Bring back every record exactly, except for the pictures, which stay out.
THE DATA: Begin
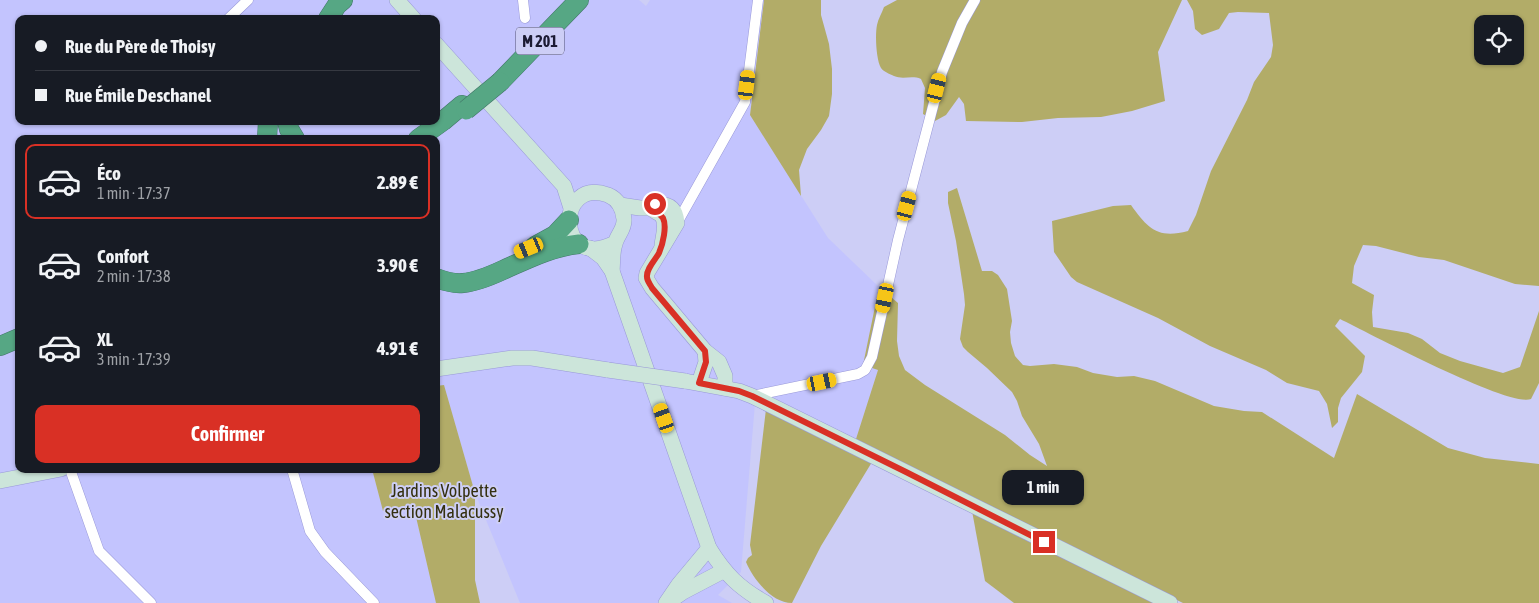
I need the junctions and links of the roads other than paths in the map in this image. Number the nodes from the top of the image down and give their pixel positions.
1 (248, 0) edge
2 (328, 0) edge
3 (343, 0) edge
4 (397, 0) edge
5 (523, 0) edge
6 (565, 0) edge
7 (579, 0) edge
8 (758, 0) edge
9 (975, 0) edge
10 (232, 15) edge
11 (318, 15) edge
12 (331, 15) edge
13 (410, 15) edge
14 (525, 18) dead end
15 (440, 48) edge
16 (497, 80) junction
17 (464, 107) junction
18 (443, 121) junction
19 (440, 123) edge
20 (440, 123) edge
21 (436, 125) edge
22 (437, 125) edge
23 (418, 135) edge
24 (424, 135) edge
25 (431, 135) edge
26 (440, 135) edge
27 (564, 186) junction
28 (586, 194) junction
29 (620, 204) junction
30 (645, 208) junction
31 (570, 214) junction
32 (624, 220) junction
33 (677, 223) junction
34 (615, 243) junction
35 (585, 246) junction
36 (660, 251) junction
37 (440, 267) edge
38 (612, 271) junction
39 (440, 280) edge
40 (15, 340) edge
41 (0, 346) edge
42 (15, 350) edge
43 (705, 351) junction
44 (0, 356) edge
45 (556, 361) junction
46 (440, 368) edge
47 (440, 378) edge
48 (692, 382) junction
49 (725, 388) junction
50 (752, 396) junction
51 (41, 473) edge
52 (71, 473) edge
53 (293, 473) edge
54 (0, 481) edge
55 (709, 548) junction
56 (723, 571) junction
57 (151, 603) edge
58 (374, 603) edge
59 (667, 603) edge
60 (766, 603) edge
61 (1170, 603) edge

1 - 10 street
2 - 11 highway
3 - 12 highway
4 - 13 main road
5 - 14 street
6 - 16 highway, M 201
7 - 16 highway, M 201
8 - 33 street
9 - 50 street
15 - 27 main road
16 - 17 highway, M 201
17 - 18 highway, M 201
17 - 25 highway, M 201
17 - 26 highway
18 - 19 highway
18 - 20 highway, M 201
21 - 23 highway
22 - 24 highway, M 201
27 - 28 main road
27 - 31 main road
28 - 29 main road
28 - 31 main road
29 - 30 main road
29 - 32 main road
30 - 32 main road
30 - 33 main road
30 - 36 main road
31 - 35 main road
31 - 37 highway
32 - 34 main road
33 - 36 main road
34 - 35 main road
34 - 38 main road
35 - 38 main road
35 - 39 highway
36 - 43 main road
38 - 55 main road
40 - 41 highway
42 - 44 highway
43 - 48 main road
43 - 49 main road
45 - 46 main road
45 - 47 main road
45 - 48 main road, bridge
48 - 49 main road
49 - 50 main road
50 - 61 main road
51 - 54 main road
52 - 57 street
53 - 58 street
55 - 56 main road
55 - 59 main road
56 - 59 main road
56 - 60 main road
THE DATA: End
### SOLUTION TO THE EXERCISE
I need the junctions and links of the roads other than paths in the map in this image. Number the nodes from the top of the image down and give their pixel positions.
1 (248, 0) edge
2 (328, 0) edge
3 (343, 0) edge
4 (397, 0) edge
5 (523, 0) edge
6 (565, 0) edge
7 (579, 0) edge
8 (758, 0) edge
9 (975, 0) edge
10 (232, 15) edge
11 (318, 15) edge
12 (331, 15) edge
13 (410, 15) edge
14 (525, 18) dead end
15 (440, 48) edge
16 (497, 80) junction
17 (464, 107) junction
18 (443, 121) junction
19 (440, 123) edge
20 (440, 123) edge
21 (436, 125) edge
22 (437, 125) edge
23 (418, 135) edge
24 (424, 135) edge
25 (431, 135) edge
26 (440, 135) edge
27 (564, 186) junction
28 (586, 194) junction
29 (620, 204) junction
30 (645, 208) junction
31 (570, 214) junction
32 (624, 220) junction
33 (677, 223) junction
34 (615, 243) junction
35 (585, 246) junction
36 (660, 251) junction
37 (440, 267) edge
38 (612, 271) junction
39 (440, 280) edge
40 (15, 340) edge
41 (0, 346) edge
42 (15, 350) edge
43 (705, 351) junction
44 (0, 356) edge
45 (556, 361) junction
46 (440, 368) edge
47 (440, 378) edge
48 (692, 382) junction
49 (725, 388) junction
50 (752, 396) junction
51 (41, 473) edge
52 (71, 473) edge
53 (293, 473) edge
54 (0, 481) edge
55 (709, 548) junction
56 (723, 571) junction
57 (151, 603) edge
58 (374, 603) edge
59 (667, 603) edge
60 (766, 603) edge
61 (1170, 603) edge

1 - 10 street
2 - 11 highway
3 - 12 highway
4 - 13 main road
5 - 14 street
6 - 16 highway, M 201
7 - 16 highway, M 201
8 - 33 street
9 - 50 street
15 - 27 main road
16 - 17 highway, M 201
17 - 18 highway, M 201
17 - 25 highway, M 201
17 - 26 highway
18 - 19 highway
18 - 20 highway, M 201
21 - 23 highway
22 - 24 highway, M 201
27 - 28 main road
27 - 31 main road
28 - 29 main road
28 - 31 main road
29 - 30 main road
29 - 32 main road
30 - 32 main road
30 - 33 main road
30 - 36 main road
31 - 35 main road
31 - 37 highway
32 - 34 main road
33 - 36 main road
34 - 35 main road
34 - 38 main road
35 - 38 main road
35 - 39 highway
36 - 43 main road
38 - 55 main road
40 - 41 highway
42 - 44 highway
43 - 48 main road
43 - 49 main road
45 - 46 main road
45 - 47 main road
45 - 48 main road, bridge
48 - 49 main road
49 - 50 main road
50 - 61 main road
51 - 54 main road
52 - 57 street
53 - 58 street
55 - 56 main road
55 - 59 main road
56 - 59 main road
56 - 60 main road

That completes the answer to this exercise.